[Opening RAW DATA section]

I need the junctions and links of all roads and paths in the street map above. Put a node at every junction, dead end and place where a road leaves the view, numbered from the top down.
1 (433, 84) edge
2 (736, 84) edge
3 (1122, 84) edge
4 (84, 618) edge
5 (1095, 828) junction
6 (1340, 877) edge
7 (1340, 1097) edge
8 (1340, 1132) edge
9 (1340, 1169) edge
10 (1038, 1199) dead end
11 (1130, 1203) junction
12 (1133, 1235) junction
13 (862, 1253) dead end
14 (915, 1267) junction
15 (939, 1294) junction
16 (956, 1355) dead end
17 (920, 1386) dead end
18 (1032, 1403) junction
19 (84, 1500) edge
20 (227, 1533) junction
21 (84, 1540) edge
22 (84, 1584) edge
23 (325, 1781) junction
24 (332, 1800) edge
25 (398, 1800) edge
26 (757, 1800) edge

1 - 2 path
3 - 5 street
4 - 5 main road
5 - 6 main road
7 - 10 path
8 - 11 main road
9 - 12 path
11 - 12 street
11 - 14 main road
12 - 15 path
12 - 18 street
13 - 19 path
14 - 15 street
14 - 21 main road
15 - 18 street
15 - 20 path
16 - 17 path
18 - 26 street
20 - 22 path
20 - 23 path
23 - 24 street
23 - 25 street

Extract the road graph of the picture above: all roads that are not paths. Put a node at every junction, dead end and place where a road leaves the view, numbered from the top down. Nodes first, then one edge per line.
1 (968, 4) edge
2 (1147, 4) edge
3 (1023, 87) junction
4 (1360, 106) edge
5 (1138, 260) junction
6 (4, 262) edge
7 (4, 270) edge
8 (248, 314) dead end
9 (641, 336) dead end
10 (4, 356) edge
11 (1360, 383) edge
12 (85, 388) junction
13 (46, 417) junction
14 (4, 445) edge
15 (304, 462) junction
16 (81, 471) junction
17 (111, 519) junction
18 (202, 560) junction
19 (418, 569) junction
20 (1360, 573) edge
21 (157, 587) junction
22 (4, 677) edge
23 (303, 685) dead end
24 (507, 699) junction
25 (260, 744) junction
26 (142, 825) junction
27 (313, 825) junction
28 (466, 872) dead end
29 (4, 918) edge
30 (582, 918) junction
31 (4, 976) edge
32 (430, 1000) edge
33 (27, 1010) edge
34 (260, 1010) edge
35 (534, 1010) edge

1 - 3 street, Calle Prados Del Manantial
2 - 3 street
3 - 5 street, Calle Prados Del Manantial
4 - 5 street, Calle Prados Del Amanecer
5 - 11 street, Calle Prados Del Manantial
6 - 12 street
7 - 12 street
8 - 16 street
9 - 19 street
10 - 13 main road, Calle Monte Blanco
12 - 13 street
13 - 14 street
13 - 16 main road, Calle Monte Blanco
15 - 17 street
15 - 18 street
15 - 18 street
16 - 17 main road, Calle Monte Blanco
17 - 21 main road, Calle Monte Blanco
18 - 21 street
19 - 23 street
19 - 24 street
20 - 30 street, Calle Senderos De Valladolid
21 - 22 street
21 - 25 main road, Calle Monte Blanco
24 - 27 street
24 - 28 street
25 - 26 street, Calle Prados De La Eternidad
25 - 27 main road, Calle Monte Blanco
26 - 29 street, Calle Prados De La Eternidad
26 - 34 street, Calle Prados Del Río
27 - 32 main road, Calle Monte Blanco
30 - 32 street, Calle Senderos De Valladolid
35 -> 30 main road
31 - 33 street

[Closing RAW DATA section]

The data above must be repeated in its entirety, exactly as given.

I need the junctions and links of all roads and paths in the street map above. Put a node at every junction, dead end and place where a road leaves the view, numbered from the top down.
1 (433, 84) edge
2 (736, 84) edge
3 (1122, 84) edge
4 (84, 618) edge
5 (1095, 828) junction
6 (1340, 877) edge
7 (1340, 1097) edge
8 (1340, 1132) edge
9 (1340, 1169) edge
10 (1038, 1199) dead end
11 (1130, 1203) junction
12 (1133, 1235) junction
13 (862, 1253) dead end
14 (915, 1267) junction
15 (939, 1294) junction
16 (956, 1355) dead end
17 (920, 1386) dead end
18 (1032, 1403) junction
19 (84, 1500) edge
20 (227, 1533) junction
21 (84, 1540) edge
22 (84, 1584) edge
23 (325, 1781) junction
24 (332, 1800) edge
25 (398, 1800) edge
26 (757, 1800) edge

1 - 2 path
3 - 5 street
4 - 5 main road
5 - 6 main road
7 - 10 path
8 - 11 main road
9 - 12 path
11 - 12 street
11 - 14 main road
12 - 15 path
12 - 18 street
13 - 19 path
14 - 15 street
14 - 21 main road
15 - 18 street
15 - 20 path
16 - 17 path
18 - 26 street
20 - 22 path
20 - 23 path
23 - 24 street
23 - 25 street

Extract the road graph of the picture above: all roads that are not paths. Put a node at every junction, dead end and place where a road leaves the view, numbered from the top down. Nodes first, then one edge per line.
1 (968, 4) edge
2 (1147, 4) edge
3 (1023, 87) junction
4 (1360, 106) edge
5 (1138, 260) junction
6 (4, 262) edge
7 (4, 270) edge
8 (248, 314) dead end
9 (641, 336) dead end
10 (4, 356) edge
11 (1360, 383) edge
12 (85, 388) junction
13 (46, 417) junction
14 (4, 445) edge
15 (304, 462) junction
16 (81, 471) junction
17 (111, 519) junction
18 (202, 560) junction
19 (418, 569) junction
20 (1360, 573) edge
21 (157, 587) junction
22 (4, 677) edge
23 (303, 685) dead end
24 (507, 699) junction
25 (260, 744) junction
26 (142, 825) junction
27 (313, 825) junction
28 (466, 872) dead end
29 (4, 918) edge
30 (582, 918) junction
31 (4, 976) edge
32 (430, 1000) edge
33 (27, 1010) edge
34 (260, 1010) edge
35 (534, 1010) edge

1 - 3 street, Calle Prados Del Manantial
2 - 3 street
3 - 5 street, Calle Prados Del Manantial
4 - 5 street, Calle Prados Del Amanecer
5 - 11 street, Calle Prados Del Manantial
6 - 12 street
7 - 12 street
8 - 16 street
9 - 19 street
10 - 13 main road, Calle Monte Blanco
12 - 13 street
13 - 14 street
13 - 16 main road, Calle Monte Blanco
15 - 17 street
15 - 18 street
15 - 18 street
16 - 17 main road, Calle Monte Blanco
17 - 21 main road, Calle Monte Blanco
18 - 21 street
19 - 23 street
19 - 24 street
20 - 30 street, Calle Senderos De Valladolid
21 - 22 street
21 - 25 main road, Calle Monte Blanco
24 - 27 street
24 - 28 street
25 - 26 street, Calle Prados De La Eternidad
25 - 27 main road, Calle Monte Blanco
26 - 29 street, Calle Prados De La Eternidad
26 - 34 street, Calle Prados Del Río
27 - 32 main road, Calle Monte Blanco
30 - 32 street, Calle Senderos De Valladolid
35 -> 30 main road
31 - 33 street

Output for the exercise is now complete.